Pariom processes the following categories of data on Customer's behalf:

• Trial balance and general ledger data from connected accounting systems
• Account codes, vendor names, and transaction metadata (not line-item detail)
• User account information (name, email, role) for authentication
• Usage logs for audit and support purposes

Pariom does not process customer end-user data, payment card numbers, Social Security numbers, or health records.

Pariom processes Customer data solely to provide the Pariom services, including: generating variance memos, powering anomaly alerts, answering natural-language queries, computing benchmarks, and providing technical support. Pariom does not use Customer data to train models or for any purpose beyond service delivery.

Pariom implements appropriate technical and organizational measures, including: AES-256-GCM encryption at rest, TLS 1.3 in transit, dedicated single-tenant Postgres per Customer, infrastructure built on SOC 2-certified platforms (AWS, Supabase), and a 90-day immutable audit log of all data access events.

Pariom uses the sub-processors listed at pariom.ai/legal/subprocessors. Pariom will provide 30 days' notice before adding new sub-processors. Customer may object to a new sub-processor within that window; Pariom will make reasonable efforts to accommodate the objection or allow Customer to terminate without penalty.

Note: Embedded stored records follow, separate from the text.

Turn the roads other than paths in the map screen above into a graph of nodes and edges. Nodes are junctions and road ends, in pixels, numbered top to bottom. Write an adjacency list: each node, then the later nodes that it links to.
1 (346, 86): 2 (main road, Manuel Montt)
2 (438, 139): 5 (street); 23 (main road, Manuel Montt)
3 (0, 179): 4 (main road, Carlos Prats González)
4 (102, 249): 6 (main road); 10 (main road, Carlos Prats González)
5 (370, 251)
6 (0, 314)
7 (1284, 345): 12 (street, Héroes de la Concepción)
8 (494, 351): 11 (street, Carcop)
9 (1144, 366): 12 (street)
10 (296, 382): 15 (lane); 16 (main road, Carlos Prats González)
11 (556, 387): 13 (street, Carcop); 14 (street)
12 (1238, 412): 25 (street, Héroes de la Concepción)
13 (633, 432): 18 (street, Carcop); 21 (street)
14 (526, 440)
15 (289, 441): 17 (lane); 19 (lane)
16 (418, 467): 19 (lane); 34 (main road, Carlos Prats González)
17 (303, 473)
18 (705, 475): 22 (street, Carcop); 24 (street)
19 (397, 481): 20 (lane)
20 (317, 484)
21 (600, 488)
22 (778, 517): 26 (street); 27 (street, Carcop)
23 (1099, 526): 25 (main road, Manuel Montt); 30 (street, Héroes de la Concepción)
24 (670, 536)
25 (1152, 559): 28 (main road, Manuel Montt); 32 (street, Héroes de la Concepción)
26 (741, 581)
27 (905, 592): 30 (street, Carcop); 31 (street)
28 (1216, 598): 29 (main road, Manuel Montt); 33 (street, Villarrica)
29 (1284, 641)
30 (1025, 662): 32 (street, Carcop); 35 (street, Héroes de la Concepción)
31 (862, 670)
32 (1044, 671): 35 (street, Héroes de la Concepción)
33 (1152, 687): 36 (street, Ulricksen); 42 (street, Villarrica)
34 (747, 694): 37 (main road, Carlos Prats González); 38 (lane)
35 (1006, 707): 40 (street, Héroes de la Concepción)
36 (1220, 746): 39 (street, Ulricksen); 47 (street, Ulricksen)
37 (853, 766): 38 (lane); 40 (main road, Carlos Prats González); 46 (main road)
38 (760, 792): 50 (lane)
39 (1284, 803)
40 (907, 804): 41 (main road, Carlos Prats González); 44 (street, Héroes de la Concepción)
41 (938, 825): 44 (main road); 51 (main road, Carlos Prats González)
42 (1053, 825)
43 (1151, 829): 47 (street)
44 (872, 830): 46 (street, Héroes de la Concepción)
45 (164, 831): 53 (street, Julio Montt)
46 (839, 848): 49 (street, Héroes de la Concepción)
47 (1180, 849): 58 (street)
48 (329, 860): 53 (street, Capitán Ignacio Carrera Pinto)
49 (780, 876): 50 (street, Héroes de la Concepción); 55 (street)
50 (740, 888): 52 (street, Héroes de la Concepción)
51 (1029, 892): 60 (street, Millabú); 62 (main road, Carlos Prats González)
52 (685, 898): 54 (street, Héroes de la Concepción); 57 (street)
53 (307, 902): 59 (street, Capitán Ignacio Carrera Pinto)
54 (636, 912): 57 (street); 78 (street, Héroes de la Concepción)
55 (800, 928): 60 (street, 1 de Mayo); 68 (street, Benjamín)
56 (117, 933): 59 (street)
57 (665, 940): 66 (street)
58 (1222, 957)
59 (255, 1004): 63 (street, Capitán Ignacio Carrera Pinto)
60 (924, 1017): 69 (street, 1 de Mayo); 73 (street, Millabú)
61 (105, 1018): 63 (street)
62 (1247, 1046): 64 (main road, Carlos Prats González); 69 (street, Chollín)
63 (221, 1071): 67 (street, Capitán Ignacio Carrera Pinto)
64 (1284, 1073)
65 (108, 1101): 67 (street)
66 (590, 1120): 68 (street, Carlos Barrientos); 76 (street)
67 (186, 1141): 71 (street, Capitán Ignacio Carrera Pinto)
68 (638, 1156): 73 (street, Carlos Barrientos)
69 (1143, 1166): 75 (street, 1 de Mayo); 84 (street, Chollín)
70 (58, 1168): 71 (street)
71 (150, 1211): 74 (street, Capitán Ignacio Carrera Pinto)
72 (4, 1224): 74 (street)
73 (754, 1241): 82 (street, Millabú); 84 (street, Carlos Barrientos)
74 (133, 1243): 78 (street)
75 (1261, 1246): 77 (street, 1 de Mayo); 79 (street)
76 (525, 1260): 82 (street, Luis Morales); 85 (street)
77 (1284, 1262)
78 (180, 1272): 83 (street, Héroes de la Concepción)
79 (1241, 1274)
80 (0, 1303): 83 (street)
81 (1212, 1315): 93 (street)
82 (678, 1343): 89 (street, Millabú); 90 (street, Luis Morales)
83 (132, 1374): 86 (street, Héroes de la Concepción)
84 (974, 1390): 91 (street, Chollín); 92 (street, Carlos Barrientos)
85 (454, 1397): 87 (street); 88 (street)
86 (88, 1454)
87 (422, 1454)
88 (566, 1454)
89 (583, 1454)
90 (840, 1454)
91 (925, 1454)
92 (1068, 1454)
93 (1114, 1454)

To the extent Customer's employees or end-users exercise data subject rights under GDPR, CCPA, or applicable law, Pariom will assist Customer in fulfilling those requests within 30 days. Requests should be directed to security@pariom.ai.

Upon termination or Customer request, Pariom will delete all Customer data within 24 hours and provide written confirmation. This includes all derived data, model outputs, and cached trial balance data. Pariom retains audit logs for 90 days post-deletion per our data retention policy.

This DPA is governed by the laws of the State of Colorado, United States. For EU/UK customers, the Standard Contractual Clauses (Module 2: Controller to Processor) are incorporated by reference and take precedence in the event of conflict.